Bonn: German Development Institute / Deutsches Institut für Entwicklungspolitik (DIE)

ISBN: 978-3-88985-688-3
Price: 6 €

On 1 January 2016, the 2030 Agenda and its 17 Sustainable Development Goals (SDGs) entered into force. Historically unique is its universality: it is to be implemented in all countries, high-, middle- and low-income alike. This paper explores how the EU and its Member States are getting ready for the implementation of the 2030 Agenda and takes stock of the activities undertaken so far. With an analysis of existing ‘gap analyses’, it points to areas in which the EU and its Member States are facing specific challenges, where the need for action is comparably large in domestic and external policies and/or where there are significant knock-on effects. It argues that the translation of the universal SDGs into a national and regional/EU context should be pursued in three parallel tracks: domestic (domestic policies with domestic impacts); domestic-external (domestic policies with external impacts); external (external policies with external impacts), taking into account feedback loops and impacts of global megatrends. The system of SDGs provides a suitable framework to tackle Europe’s key challenges in a comprehensive and strategic way, and to get on the required transformative path. A nexus approach is most appropriate for getting a grip on the interlinkages, synergies and trade-offs, for facilitating communication and improving integration.

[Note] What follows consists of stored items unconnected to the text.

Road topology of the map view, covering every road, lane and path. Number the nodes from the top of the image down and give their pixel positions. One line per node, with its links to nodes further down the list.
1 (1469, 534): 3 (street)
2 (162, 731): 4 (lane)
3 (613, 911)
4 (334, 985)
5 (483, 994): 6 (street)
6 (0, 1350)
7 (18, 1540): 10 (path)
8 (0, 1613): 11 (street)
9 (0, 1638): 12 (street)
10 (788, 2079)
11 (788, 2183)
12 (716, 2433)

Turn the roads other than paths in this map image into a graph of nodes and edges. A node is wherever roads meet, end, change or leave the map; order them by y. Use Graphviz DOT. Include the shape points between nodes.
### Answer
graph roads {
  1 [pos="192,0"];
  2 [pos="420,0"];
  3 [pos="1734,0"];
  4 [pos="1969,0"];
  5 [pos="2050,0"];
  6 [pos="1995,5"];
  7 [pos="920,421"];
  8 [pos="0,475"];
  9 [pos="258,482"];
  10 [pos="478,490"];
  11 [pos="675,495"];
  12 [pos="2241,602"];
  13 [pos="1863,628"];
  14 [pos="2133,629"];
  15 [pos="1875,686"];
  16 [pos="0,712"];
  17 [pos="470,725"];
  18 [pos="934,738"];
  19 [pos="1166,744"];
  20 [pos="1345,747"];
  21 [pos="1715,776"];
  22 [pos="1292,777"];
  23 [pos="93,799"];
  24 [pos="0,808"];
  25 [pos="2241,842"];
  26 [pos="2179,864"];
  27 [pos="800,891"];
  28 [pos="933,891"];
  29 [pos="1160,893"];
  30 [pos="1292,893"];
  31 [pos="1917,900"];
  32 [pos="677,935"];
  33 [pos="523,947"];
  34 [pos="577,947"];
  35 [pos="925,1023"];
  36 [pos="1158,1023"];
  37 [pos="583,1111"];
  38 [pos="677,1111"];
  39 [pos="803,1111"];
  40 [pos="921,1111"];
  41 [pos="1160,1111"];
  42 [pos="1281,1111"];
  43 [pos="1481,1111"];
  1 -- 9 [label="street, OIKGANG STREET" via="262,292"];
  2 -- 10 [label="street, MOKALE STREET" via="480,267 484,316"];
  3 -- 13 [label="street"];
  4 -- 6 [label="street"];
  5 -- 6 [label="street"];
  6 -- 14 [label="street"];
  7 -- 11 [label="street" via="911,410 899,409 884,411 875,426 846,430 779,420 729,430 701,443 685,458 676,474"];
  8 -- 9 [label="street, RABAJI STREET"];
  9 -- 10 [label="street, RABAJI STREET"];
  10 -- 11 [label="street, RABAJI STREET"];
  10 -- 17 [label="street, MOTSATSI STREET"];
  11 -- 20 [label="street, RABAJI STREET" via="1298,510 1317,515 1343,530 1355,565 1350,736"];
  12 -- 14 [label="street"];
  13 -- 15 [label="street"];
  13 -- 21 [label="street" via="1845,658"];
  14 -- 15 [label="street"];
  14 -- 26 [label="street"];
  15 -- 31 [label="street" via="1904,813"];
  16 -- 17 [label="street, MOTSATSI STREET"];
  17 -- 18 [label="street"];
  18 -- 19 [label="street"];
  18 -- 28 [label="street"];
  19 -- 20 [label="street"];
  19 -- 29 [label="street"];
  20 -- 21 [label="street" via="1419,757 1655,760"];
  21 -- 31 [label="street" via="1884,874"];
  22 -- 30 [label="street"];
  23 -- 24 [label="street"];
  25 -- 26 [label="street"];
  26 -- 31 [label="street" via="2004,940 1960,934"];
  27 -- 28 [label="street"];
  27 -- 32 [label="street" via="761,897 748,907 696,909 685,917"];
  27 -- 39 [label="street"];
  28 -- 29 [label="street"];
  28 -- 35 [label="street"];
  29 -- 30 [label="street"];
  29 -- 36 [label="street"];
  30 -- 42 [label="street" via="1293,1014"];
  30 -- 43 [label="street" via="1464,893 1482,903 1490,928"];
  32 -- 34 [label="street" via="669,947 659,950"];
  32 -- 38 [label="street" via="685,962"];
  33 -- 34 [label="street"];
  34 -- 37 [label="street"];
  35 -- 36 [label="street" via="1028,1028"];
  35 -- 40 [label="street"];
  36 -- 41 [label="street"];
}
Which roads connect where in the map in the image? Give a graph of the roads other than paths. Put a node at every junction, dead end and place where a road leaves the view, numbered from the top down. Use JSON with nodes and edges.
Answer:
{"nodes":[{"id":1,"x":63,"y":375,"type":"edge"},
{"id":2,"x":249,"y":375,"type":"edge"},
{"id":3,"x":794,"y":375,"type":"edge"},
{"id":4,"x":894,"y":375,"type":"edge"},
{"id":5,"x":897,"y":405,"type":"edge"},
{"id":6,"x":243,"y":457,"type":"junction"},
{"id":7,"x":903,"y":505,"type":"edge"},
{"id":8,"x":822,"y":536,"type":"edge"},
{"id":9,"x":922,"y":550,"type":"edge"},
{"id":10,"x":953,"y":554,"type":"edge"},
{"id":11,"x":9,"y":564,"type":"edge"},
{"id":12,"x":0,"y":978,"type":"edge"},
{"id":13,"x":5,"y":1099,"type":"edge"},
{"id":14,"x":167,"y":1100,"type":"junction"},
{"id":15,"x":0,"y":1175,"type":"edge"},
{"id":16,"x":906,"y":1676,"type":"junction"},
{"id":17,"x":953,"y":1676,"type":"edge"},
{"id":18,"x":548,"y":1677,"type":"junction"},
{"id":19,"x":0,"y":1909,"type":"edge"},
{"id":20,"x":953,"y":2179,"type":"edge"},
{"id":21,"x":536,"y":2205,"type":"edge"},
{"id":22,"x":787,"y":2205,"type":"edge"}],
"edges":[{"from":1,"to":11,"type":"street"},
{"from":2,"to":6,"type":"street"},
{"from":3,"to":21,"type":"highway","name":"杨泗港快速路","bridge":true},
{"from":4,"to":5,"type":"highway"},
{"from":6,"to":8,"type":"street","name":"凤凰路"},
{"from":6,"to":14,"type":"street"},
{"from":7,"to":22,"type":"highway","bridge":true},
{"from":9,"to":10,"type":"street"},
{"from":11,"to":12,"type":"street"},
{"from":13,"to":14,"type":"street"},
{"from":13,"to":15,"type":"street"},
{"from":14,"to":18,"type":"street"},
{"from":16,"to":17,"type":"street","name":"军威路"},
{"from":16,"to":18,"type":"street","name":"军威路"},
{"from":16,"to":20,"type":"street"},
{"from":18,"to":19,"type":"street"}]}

For the same end, horizontal and vertical policy coordination needs to be reinvigorated. This requires the establishment and maintenance of governance structures to overcome the traditional silo approach, both at EU- and at Member State-level.
With respect to policy areas, the strongest overlap of the gap analyses considered in this paper lies in SDG 12 Sustainable Consumption and Production, with Target 12.3 on food waste underlined, and SDG 8 Economy and Employment, with an emphasis on Target 8.4 resource efficiency. Policy areas next to these are: SDG 9 Infrastructure and Investment and its linkages with five other SDGs; SDG 10 Inequality, linked to four other SDGs; and SDG 2 Food and Agriculture in connection with three other SDGs.